Les parties sont avisées qu'elles peuvent se pourvoir en cassation contre cette ordonnance dans un délai de 2 mois à compter de cette notification, le pourvoi devant être formé par déclaration au greffe de la Cour de cassation, signé par un avocat au conseil d'Etat ou de la Cour de cassation.

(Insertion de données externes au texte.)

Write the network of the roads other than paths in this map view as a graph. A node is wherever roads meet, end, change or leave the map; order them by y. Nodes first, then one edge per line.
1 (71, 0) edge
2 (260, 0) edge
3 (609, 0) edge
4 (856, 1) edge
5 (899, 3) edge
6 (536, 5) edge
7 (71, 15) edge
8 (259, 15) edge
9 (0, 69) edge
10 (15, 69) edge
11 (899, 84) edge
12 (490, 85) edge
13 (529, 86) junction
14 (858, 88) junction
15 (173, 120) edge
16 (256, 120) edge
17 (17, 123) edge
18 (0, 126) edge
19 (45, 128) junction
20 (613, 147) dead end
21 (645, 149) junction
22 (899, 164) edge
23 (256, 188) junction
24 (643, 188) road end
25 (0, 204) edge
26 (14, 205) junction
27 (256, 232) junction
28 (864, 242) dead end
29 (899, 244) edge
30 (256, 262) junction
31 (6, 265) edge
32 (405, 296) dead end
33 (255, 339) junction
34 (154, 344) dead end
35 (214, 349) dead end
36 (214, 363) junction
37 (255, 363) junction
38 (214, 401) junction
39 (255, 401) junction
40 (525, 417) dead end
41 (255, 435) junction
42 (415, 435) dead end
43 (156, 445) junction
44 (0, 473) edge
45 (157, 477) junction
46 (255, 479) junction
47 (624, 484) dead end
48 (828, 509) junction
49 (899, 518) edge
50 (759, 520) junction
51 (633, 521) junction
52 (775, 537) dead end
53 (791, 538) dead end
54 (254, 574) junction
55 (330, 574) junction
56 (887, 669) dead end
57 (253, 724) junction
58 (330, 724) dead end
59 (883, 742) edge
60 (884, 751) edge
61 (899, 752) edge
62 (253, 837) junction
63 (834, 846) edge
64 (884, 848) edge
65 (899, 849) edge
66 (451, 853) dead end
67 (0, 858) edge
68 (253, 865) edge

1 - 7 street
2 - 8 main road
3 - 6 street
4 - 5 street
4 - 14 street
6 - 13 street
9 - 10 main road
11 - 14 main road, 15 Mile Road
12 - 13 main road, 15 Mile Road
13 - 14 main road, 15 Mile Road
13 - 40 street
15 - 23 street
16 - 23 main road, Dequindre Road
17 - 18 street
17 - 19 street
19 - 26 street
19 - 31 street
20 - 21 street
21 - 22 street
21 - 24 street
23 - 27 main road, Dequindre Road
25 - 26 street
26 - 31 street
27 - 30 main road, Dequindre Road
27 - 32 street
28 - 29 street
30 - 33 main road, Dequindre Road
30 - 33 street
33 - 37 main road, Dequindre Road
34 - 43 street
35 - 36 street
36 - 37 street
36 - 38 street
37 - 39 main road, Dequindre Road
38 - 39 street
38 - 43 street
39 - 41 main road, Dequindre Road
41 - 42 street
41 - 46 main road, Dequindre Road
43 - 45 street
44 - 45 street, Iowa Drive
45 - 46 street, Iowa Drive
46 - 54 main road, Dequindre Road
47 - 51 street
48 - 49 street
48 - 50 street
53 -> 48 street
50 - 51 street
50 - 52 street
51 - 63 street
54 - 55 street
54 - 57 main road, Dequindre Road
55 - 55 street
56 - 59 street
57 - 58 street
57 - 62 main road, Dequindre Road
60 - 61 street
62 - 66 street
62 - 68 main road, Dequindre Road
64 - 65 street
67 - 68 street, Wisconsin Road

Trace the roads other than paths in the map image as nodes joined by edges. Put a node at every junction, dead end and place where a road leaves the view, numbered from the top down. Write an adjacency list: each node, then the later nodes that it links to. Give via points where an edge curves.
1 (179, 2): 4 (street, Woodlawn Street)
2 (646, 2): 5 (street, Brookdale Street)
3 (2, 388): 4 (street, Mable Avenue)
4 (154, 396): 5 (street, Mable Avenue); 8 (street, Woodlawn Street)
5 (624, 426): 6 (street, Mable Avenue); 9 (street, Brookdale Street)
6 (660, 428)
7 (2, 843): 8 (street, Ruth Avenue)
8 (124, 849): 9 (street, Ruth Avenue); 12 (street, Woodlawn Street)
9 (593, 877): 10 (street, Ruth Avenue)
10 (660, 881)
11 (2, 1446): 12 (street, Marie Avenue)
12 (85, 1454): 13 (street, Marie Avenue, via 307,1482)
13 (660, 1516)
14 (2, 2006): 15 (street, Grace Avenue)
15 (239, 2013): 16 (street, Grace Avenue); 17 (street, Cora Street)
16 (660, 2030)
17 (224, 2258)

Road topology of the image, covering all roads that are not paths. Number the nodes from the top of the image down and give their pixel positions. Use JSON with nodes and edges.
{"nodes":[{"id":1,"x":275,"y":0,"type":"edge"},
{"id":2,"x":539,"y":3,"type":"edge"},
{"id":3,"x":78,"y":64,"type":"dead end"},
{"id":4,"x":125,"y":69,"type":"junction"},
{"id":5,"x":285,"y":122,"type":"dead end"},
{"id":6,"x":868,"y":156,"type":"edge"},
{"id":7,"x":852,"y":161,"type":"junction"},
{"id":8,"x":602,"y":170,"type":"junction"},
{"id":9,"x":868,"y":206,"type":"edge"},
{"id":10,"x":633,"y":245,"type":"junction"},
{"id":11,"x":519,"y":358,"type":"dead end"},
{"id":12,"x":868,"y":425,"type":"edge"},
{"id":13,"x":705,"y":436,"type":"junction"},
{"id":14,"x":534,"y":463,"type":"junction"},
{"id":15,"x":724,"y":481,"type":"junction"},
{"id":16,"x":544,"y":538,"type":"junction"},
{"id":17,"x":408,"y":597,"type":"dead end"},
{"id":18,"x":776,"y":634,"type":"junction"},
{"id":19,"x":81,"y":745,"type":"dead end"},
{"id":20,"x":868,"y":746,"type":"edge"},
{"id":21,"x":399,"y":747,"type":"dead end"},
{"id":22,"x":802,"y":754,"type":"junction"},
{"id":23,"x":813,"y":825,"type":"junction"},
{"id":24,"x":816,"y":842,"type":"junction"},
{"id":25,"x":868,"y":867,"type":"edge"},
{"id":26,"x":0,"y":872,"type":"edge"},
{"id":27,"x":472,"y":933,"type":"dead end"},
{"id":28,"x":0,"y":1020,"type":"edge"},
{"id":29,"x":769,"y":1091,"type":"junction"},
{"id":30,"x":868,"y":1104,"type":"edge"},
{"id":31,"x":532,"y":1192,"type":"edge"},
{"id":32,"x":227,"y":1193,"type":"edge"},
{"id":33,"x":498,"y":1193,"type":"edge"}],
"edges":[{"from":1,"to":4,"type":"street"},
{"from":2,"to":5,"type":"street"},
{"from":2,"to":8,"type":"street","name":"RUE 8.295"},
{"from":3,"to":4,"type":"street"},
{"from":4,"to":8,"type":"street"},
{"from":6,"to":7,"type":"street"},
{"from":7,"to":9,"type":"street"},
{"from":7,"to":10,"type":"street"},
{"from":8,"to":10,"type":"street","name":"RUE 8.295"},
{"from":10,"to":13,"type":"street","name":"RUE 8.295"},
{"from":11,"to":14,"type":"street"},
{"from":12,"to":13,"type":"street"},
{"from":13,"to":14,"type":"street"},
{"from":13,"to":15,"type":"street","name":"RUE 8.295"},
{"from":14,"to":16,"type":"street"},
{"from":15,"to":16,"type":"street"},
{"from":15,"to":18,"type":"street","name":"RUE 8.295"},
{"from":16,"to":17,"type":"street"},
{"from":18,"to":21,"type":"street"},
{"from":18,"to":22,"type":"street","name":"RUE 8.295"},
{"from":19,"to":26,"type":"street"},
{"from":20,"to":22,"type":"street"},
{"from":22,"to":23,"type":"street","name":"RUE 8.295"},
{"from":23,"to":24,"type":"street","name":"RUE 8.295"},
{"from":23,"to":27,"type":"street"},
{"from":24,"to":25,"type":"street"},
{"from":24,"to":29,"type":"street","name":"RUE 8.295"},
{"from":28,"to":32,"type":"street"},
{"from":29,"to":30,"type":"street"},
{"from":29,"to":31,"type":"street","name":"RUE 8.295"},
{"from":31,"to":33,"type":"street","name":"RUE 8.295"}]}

Le greffier, Le président,

















Reçu et pris connaissance le :





Monsieur [M] [W]

né le 20 août 1994 à [Localité 4] (ALGERIE) (99)

de nationalité algérienne

































COUR D'APPEL D'AIX-EN-PROVENCE

Service des Rétentions Administratives

[Adresse 5]

Téléphone : [XXXXXXXX02] - [XXXXXXXX01]

[XXXXXXXX03]

[Courriel 6]







Aix-en-Provence, le 12 avril 2024





- Monsieur le préfet des Bouches du Rhône

- Monsieur le procureur général

- Monsieur le directeur du Centre

de Rétention Administrative de [Localité 8] - Maître Sabrina GUERS

- Monsieur le greffier du

Juge des libertés et de la détention de MARSEILLE







OBJET : Notification d'une ordonnance.





J'ai l'honneur de vous notifier l'ordonnance ci-jointe rendue le 12 avril 2024, suite à l'appel interjeté par :



Monsieur [M] [W]

né le 20 août 1994 à [Localité 4] (ALGERIE) (99)

de nationalité algérienne





VOIE DE RECOURS





Nous prions Monsieur le directeur du centre de rétention administrative de bien vouloir indiquer au retenu qu'il peut se pourvoir en cassation contre cette ordonnance dans un délai de 2 mois à compter de cette notification, le pourvoi devant être formé par déclaration au greffe de la Cour de cassation.









Le greffier,













Je vous remercie de m'accuser réception du présent envoi.